Verfahren nach Anspruch 7, wobei der nachweisbare Marker eine Nucleotidsequenz mit einer Länge von mindestens 15 Nucleotiden ist, die zu mindestens einem Teil der die Untereinheit mit hohem Molekulargewicht des mikrosomalen Triglyceridtransferproteins codierenden Nucleinsäuresequenz komplementär ist.
Verfahren nach Anspruch 8, wobei die Nucleotidsequenz eine genomische DNA-Sequenz, eine cDNA-Sequenz, eine RNA-Sequenz, eine Sense-RNA-Sequenz oder eine Antisense-RNA-Sequenz ist.
Verfahren nach Anspruch 9, wobei der nachweisbare Marker mit einem Radioisotop markiert ist und der Nachweisschritt durch Autoradiographie erfolgt.
Nucleinsäuremolekül nach einem der Ansprüche 1 bis 3 oder die Untereinheit mit hohem Molekulargewicht des mikrosomalen Triglyceridtransferproteins zur Verwendung in der Therapie oder Diagnose.
Arzneimittel, umfassend das Nucleinsäuremolekül nach einem der Ansprüche 1 bis 3 oder die Untereinheit mit hohem Molekulargewicht des mikrosomalen Triglyceridtransferproteins, gegebenenfalls zusammen mit einem pharmazeutisch verträglichen Träger.
Verwendung einer therapeutisch wirksamen Menge eines Inhibitors des mikrosomalen Triglyceridtransferproteins oder des DNA-Moleküls nach Anspruch 3(a), der (das) die Menge oder Aktivität des mikrosomalen Triglyceridtransferproteins vermindert, oder eines Nucleinsäuremoleküls nach einem der Ansprüche 1 bis 3 oder der Untereinheit mit hohem Molekulargewicht des mikrosomalen Triglyceridtransferproteins zur Herstellung eines Arzneimittels zur Verhinderung, Stabilisierung oder Regression von Atheriosklerose in einer Säugerspezies.
Verwendung einer therapeutisch wirksamen Menge eines Inhibitors des mikrosomalen Triglyceridtransferproteins oder des DNA-Moleküls nach Anspruch 3(a), der (das) die Menge oder Aktivität des mikrosomalen Triglyceridtransferproteins vermindert, oder eines Nucleinsäuremoleküls nach einem der Ansprüche 1 bis 3 oder der Untereinheit mit hohem Molekulargewicht des mikrosomalen Triglyceridtransferproteins zur Herstellung eines Arzneimittels zur Verringerung von Serumlipidspiegeln in einer Säugerspezies.
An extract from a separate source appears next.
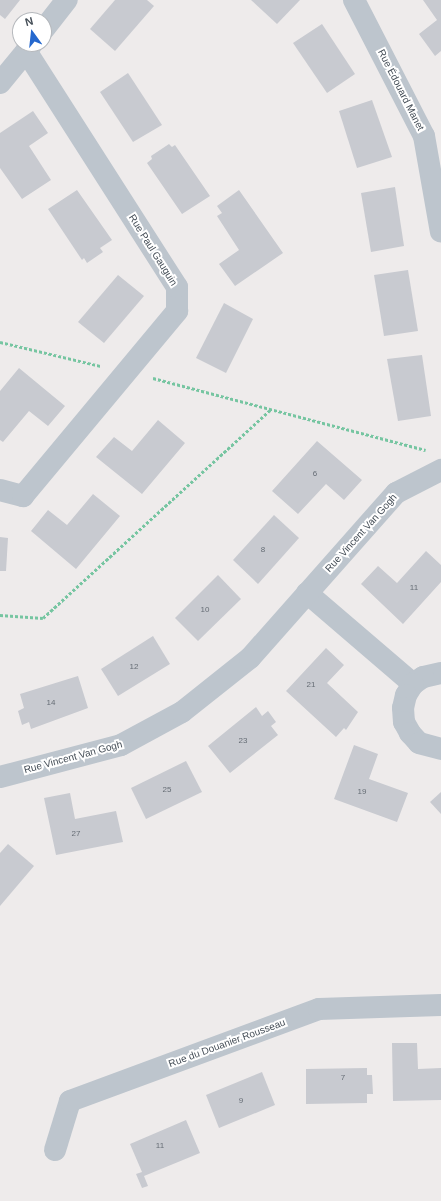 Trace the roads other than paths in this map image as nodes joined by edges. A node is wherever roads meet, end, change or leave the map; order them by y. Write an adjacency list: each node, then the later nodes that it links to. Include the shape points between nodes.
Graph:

Verwendung nach Anspruch 14, wobei das Lipid Cholesterol, Triglycerid, Cholesterylester oder Phosphatidylcholin ist.
Verwendung einer therapeutisch wirksamen Menge eines Inhibitors des mikrosomalen Triglyceridtransferproteins oder des DNA-Moleküls nach Anspruch 3(a), der (das) die Menge oder Aktivität des mikrosomalen Triglyceridtransferproteins vermindert, oder eines Nucleinsäuremoleküls nach einem der Ansprüche 1 bis 3 oder der Untereinheit mit hohem Molekulargewicht des mikrosomalen Triglyceridtransferproteins zur Herstellung eines Arzneimittels zur Verhinderung oder Behandlung von Pancreatitis in einer Säugerspezies.
Verwendung einer therapeutisch wirksamen Menge eines Inhibitors des mikrosomalen Triglyceridtransferproteins oder des DNA-Moleküls nach Anspruch 3(a), der (das) die Menge oder Aktivität des mikrosomalen Triglyceridtransferproteins vermindert, oder eines Nucleinsäuremoleküls nach einem der Ansprüche 1 bis 3 oder der Untereinheit mit hohem Molekulargewicht des mikrosomalen Triglyceridtransferproteins zur Herstellung eines Arzneimittels zur Verhinderung oder Behandlung von Obesität in einer Säugerspezies.
Verfahren zur Herstellung eines Nucleinsäuremoleküls oder eines DNA-Moleküls nach einem der Ansprüche 1 bis 3 oder 11, umfassend die Verwendung einer der folgenden im Stand der Technik bekannten Methoden: (a) Durchmustern einer genomischen oder cDNA-Bibliothek nach der betreffenden DNA-Sequenz und Isolieren dieser DNA-Sequenz; oder (b) chemische Synthese der DNA-Sequenz; oder (c) Synthese der DNA-Sequenz durch die Polymerasekettenreaktion (PCR).
Verfahren zur Herstellung des Arzneimittels nach Anspruch 12, umfassend die Kombination des Nucleinsäuremoleküls oder des Proteins mit dem pharmazeutisch verträglichen Träger.